Tests of Bence Jones proteins, gifts from Harold Deutsch — [00:16:00] on St. Valentine’s Day.  (pause) Tests of double digests, with trypsin TPCK.  (pause) With a comment that “The double digest is completely indistinguishable from the single one.  Therefore, stick with the single digest.”

[00:17:00] (pause) Review of the digest conditions, on Saturday, February 24, page 137.  “Review of the latest results leads to the following conditions.”  Just TPCK trypsin digest of cysteamine derivatives.  (pause)

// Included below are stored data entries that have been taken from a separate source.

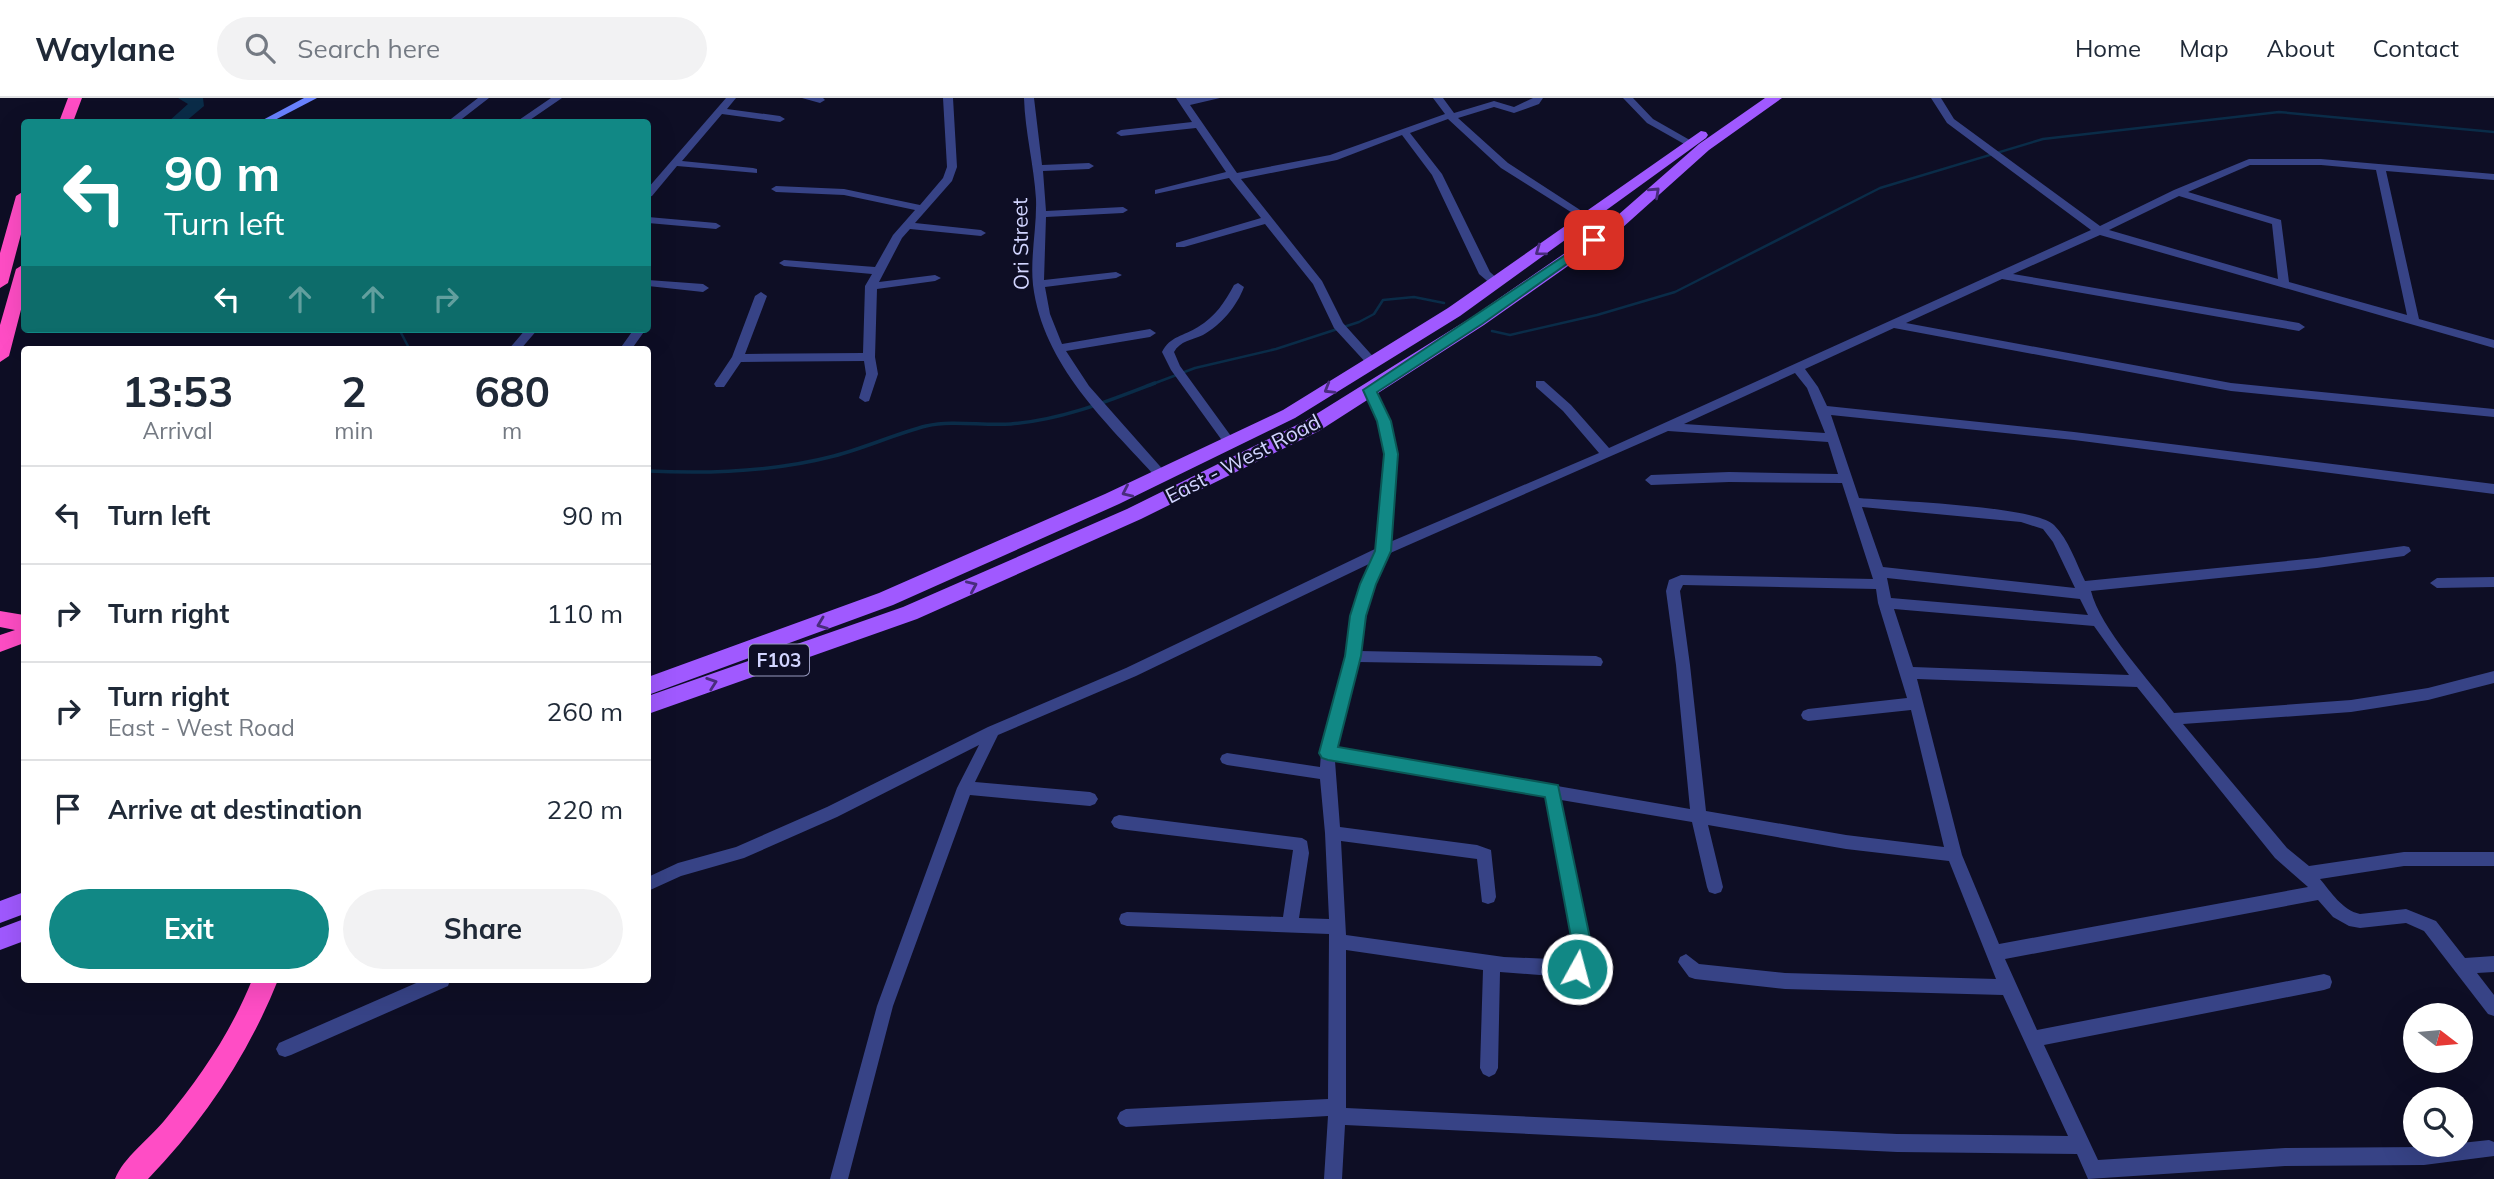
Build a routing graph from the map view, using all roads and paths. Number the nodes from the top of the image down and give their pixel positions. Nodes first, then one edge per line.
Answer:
1 (60, 98) edge
2 (75, 98) edge
3 (312, 98) edge
4 (484, 98) edge
5 (557, 98) edge
6 (731, 98) edge
7 (807, 98) edge
8 (948, 98) edge
9 (1029, 98) edge
10 (1215, 98) edge
11 (1438, 98) edge
12 (1538, 98) edge
13 (1628, 98) edge
14 (1775, 98) edge
15 (1936, 98) edge
16 (820, 100) dead end
17 (1182, 101) edge
18 (1491, 101) edge
19 (1753, 104) edge
20 (719, 111) junction
21 (1451, 116) junction
22 (52, 119) edge
23 (67, 119) edge
24 (270, 119) edge
25 (456, 119) edge
26 (526, 119) edge
27 (780, 119) dead end
28 (1196, 125) junction
29 (1406, 130) junction
30 (1121, 133) dead end
31 (1690, 143) junction
32 (674, 163) junction
33 (1089, 166) dead end
34 (2380, 166) junction
35 (1039, 168) junction
36 (753, 171) dead end
37 (1232, 176) junction
38 (2493, 180) edge
39 (776, 189) dead end
40 (651, 190) edge
41 (1158, 192) dead end
42 (2178, 192) junction
43 (21, 207) edge
44 (921, 208) junction
45 (1124, 210) dead end
46 (1042, 214) junction
47 (1586, 217) junction
48 (651, 219) edge
49 (1267, 220) junction
50 (907, 225) junction
51 (716, 226) dead end
52 (2099, 232) junction
53 (981, 233) dead end
54 (1180, 245) dead end
55 (784, 263) dead end
56 (879, 271) junction
57 (1116, 275) dead end
58 (2003, 275) junction
59 (935, 278) dead end
60 (0, 283) edge
61 (651, 283) edge
62 (1496, 283) junction
63 (2284, 283) junction
64 (1039, 284) junction
65 (871, 286) junction
66 (1238, 287) dead end
67 (703, 288) dead end
68 (761, 296) dead end
69 (20, 307) edge
70 (2414, 321) junction
71 (1896, 325) junction
72 (2299, 327) dead end
73 (1150, 333) dead end
74 (2494, 344) edge
75 (1058, 348) junction
76 (0, 356) edge
77 (869, 357) junction
78 (738, 358) junction
79 (1372, 362) junction
80 (1797, 367) junction
81 (720, 384) dead end
82 (1540, 384) dead end
83 (1370, 390) junction
84 (865, 398) dead end
85 (1823, 410) junction
86 (2494, 413) edge
87 (1663, 427) junction
88 (1833, 438) junction
89 (1230, 443) junction
90 (1606, 454) junction
91 (1162, 476) junction
92 (1847, 479) junction
93 (1651, 480) dead end
94 (2494, 489) edge
95 (1855, 502) junction
96 (1383, 551) junction
97 (2404, 551) dead end
98 (1880, 578) junction
99 (2494, 582) edge
100 (2437, 583) dead end
101 (2084, 591) junction
102 (1885, 603) junction
103 (0, 620) edge
104 (2098, 621) junction
105 (21, 623) edge
106 (21, 636) edge
107 (0, 644) edge
108 (1353, 656) junction
109 (1596, 662) dead end
110 (1908, 673) junction
111 (2494, 677) edge
112 (2142, 681) junction
113 (651, 685) edge
114 (1916, 703) junction
115 (651, 704) edge
116 (1808, 715) dead end
117 (2170, 719) junction
118 (993, 731) junction
119 (1328, 753) junction
120 (1227, 759) dead end
121 (1326, 774) junction
122 (965, 788) junction
123 (1552, 791) junction
124 (1090, 799) dead end
125 (1699, 818) junction
126 (1119, 822) dead end
127 (1333, 832) junction
128 (1954, 855) junction
129 (2494, 859) edge
130 (2306, 874) junction
131 (651, 883) edge
132 (1715, 887) dead end
133 (2322, 892) junction
134 (1488, 897) dead end
135 (21, 904) edge
136 (0, 912) edge
137 (1127, 919) dead end
138 (1290, 923) junction
139 (21, 931) edge
140 (1338, 934) junction
141 (0, 939) edge
142 (1994, 953) junction
143 (1492, 962) junction
144 (1686, 962) dead end
145 (2494, 964) edge
146 (2462, 967) junction
147 (2324, 982) dead end
148 (264, 983) edge
149 (435, 983) edge
150 (2008, 987) junction
151 (2494, 1008) edge
152 (2032, 1039) junction
153 (285, 1049) dead end
154 (1489, 1068) dead end
155 (1337, 1112) junction
156 (1126, 1118) dead end
157 (2083, 1145) junction
158 (2489, 1149) dead end
159 (2096, 1174) edge
160 (132, 1177) edge
161 (839, 1179) edge
162 (1333, 1179) edge

1 - 22 highway
2 - 23 highway
3 - 24 street
4 - 25 street
5 - 26 street
6 - 20 street
7 - 16 street
8 - 44 street
9 - 35 street, Ori Street
10 - 17 street
11 - 21 street
12 - 18 street
13 - 31 street
14 - 19 main road, East - West Road / F103
15 - 52 street
17 - 28 street
18 - 21 street
19 - 31 main road, East - West Road / F103
83 -> 19 main road, East - West Road / F103
20 - 27 street
20 - 32 street
21 - 29 street
21 - 47 street
28 - 30 street
28 - 37 street
29 - 37 street
29 - 62 street
31 - 47 main road, East - West Road / F103
32 - 36 street
32 - 40 street
33 - 35 street
34 - 38 street
34 - 42 street
34 - 70 street
35 - 46 street, Ori Street
37 - 41 street
37 - 49 street
39 - 44 street
42 - 52 street
42 - 63 street
43 - 60 highway
44 - 50 street
45 - 46 street
46 - 64 street, Ori Street
47 -> 62 main road, East - West Road / F103
48 - 51 street
49 - 54 street
49 - 79 street
50 - 53 street
50 - 56 street
52 - 58 street
52 - 63 street
55 - 56 street
56 - 65 street
57 - 64 street
58 - 71 street
58 - 72 street
59 - 65 street
61 - 67 street
62 - 79 main road, East - West Road / F103
63 - 70 street
64 - 75 street, Ori Street
65 - 77 street
66 - 89 street
68 - 78 street
69 - 76 highway
70 - 74 street
71 - 80 street
71 - 86 street
73 - 75 street
75 - 91 street, Ori Street
77 - 78 street
77 - 84 street
78 - 81 street
79 -> 89 main road, East - West Road / F103
80 - 85 street
80 - 87 street
82 - 90 street
83 - 96 street
115 -> 83 main road, East - West Road / F103
85 - 88 street
85 - 94 street
87 - 88 street
87 - 90 street
88 - 92 street
89 - 91 main road, East - West Road / F103
90 - 96 street
91 -> 113 main road, East - West Road / F103
92 - 93 street
92 - 95 street
95 - 98 street
95 - 101 street
96 - 108 street
96 - 118 street
97 - 101 street
98 - 101 street
98 - 102 street
98 - 125 street
99 - 100 street
101 - 104 street
102 - 104 street
102 - 110 street
103 - 105 highway
104 - 112 street
106 - 107 highway
108 - 109 street
108 - 119 street
110 - 112 street
110 - 114 street
111 - 117 street
112 - 117 street
114 - 116 street
114 - 128 street
117 - 130 street
118 - 122 street
118 - 131 street
119 - 121 street
119 - 123 street
120 - 121 street
121 - 127 street
122 - 124 street
122 - 161 street
123 - 125 street
123 - 143 street
125 - 128 street
125 - 132 street
126 - 138 street
127 - 134 street
127 - 140 street
128 - 142 street
129 - 130 street
130 - 133 street
133 - 142 street
133 - 146 street
135 - 136 main road
137 - 138 street
138 - 140 street
139 - 141 main road
140 - 143 street
140 - 155 street
142 - 150 street
143 - 154 street
144 - 150 street
145 - 146 street
146 - 151 street
147 - 152 street
148 - 160 highway
149 - 153 street
150 - 152 street
152 - 157 street
155 - 156 street
155 - 157 street
155 - 162 street
157 - 159 street
158 - 159 street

Tried to concentrate the light chains by an Amicon [00:18:00] filter, on page 139.  “The yields are poor and time is slow.”  So I set up a cellulose-TMA — [trimethylamine-C — cellulose?], to purify the — my column.  But abandoned it, in the end.  Another way, on Tuesday, February 27th, tried.  Again, abandoned.  Sulfoethyl-cellulose — actually, sulfomethyl-cellulose tried on February 28th.  Recovered 17 milligrams of material.  [00:19:00] Concentration [in Bates?].  These are digest material.  And ending the book with repeating the digests.  So Book 152 is ended — sorry — Book X, page 152 — ended.